In this paper, we introduce the FOCAL (Ford-OLIVES Collaboration on Active Learning) dataset which enables the study of the impact of annotation-cost within a video active learning setting. Annotation-cost refers to the time it takes an annotator to label and quality-assure a given video sequence. A practical motivation for active learning research is to minimize annotation-cost by selectively labeling informative samples that will maximize performance within a given budget constraint. However, previous work in video active learning lacks real-time annotation labels for accurately assessing cost minimization and instead operates under the assumption that annotation-cost scales linearly with the amount of data to annotate. This assumption does not take into account a variety of real-world confounding factors that contribute to a nonlinear cost such as the effect of an assistive labeling tool and the variety of interactions within a scene such as occluded objects, weather, and motion of objects. FOCAL addresses this discrepancy by providing real annotation-cost labels for 126 video sequences across 69 unique city scenes with a variety of weather, lighting, and seasonal conditions. These videos have a wide range of interactions that are at the intersection of infrastructure-assisted autonomy and autonomous vehicle communities. We show through a statistical analysis of the FOCAL dataset that cost is more correlated with a variety of factors beyond just the length of a video sequence. We also introduce a set of conformal active learning algorithms that take advantage of the sequential structure of video data in order to achieve a better trade-off between annotation-cost and performance while also reducing floating point operations (FLOPS) overhead by at least 77.67%. We show how these approaches better reflect how annotations on videos are done in practice through a sequence selection framework. We further demonstrate the advantage of these approaches by introducing two performance-cost metrics and show that the best conformal active learning method is cheaper than the best traditional active learning method by 113 hours.

Novel Analyses on Dataset

From this dataset, we can perform an analysis of Active Learning cost from the perspective of cost as well as from performance. In the figure above, we show the amount of labeling time in hours for a wide variety of active learning algorithms.

Dataset Labeling Details

Figure 1. Example of labeling setup within our internal platform.

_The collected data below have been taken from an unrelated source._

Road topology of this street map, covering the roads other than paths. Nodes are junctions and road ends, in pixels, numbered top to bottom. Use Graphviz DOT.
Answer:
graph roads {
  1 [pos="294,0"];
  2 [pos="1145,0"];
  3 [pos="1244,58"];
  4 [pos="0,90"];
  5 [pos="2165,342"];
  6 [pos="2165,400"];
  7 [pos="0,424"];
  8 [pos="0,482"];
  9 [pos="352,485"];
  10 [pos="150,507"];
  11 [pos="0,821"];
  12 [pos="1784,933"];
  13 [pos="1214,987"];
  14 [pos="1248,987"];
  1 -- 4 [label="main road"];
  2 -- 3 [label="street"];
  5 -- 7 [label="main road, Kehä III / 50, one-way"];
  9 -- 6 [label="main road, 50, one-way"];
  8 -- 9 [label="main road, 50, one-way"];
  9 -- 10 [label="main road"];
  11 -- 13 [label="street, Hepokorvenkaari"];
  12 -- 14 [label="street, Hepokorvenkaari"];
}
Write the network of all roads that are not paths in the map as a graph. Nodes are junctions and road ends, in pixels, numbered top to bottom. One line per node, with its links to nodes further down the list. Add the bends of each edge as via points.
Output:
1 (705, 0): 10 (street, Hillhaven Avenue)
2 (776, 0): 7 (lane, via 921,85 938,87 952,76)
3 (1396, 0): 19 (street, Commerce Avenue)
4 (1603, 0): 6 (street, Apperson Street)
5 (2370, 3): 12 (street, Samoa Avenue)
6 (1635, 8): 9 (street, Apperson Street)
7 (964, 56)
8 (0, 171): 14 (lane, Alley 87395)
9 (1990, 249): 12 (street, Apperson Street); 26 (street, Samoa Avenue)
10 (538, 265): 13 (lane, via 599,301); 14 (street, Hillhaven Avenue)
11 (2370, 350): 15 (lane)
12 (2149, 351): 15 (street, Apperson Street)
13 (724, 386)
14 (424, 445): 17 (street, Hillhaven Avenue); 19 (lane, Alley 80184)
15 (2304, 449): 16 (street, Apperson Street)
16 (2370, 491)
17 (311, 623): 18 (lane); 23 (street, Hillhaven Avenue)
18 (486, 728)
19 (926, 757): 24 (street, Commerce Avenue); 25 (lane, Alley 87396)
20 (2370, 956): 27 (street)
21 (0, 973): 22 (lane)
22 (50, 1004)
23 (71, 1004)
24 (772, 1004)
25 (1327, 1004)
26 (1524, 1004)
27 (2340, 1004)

Figure 2. Example of how cost annotation is calculated within the labeling tool. Users log in on specified dates to work on annotating sequences and their cumulative work time is recorded. This number is summed for all annotators and the total resulting time is the annotation cost of the sequence.

Figure 3. Example of how label and cost information is organized within the FOCAL dataset. Every sequence is assigned a cost value based on the time associated with annotating the sequence.

Within this section, we show specific details surrounding the labeling process. After the data is entered into the online annotation platform, the annotator uses the setup shown in Figure 1 in order to assign bounding boxes to the objects in the scene as well as interpolate these objects across the sequence. Also within this annotation tool is a system to track the amount of time each user spends working on a sequence. This is shown through the example for a specific sequence in Figure 2. The x-axis shows the dates in which work on the sequence was performed and the y-axis indicates the number of cumulative hours across all users for that specific sequence. This work is divided into quality assurance and annotation time and the sum across all hours worked on each date is the final labeling time for the sequence. This can be further understood through the data files available in the dataset. Figure 3 shows how every sequence comes with its own identity as well as information regarding frames, quantity of bounding boxes, unique scene identifier, and the cumulative number of days and hours it took to label the sequence. Participants who annotated the data and performed quality assurance were compensated appropriately for their services.

Dataset Statistics Details

Figure 4. Variation of frame quantity in sequences. The majority of collected sequences consist of a relatively equal number of frames. This avoids potential bias in terms of sequence length in querying strategies.

Frame Quantity Distribution: We show the distribution of frame quantity for all sequences in Figure 4. The majority of sequences are constrained within 594 to 864 frames, indicating that the sequences contain a relatively equal number of frames. This avoids bias in terms of utilizing sequence length as a major indicator for querying. Ideally, active learning algorithms should utilize the inherent information and difficulties with labeling to achieve high generalization and low annotation cost, instead of querying according to the variation of sequence length.

Figure 5. Unique scene identities. All sequences are grouped into 79 unique scenes to obtain non-overlapping training and test scenes. The x-axis represents assigned scene identities. The y-axis shows the number of sequences collected at each corresponding scene.

Figure 6. Season distribution in the FOCAL dataset. The sequences were collected in multiple seasons to encourage diverse environmental conditions and object activities.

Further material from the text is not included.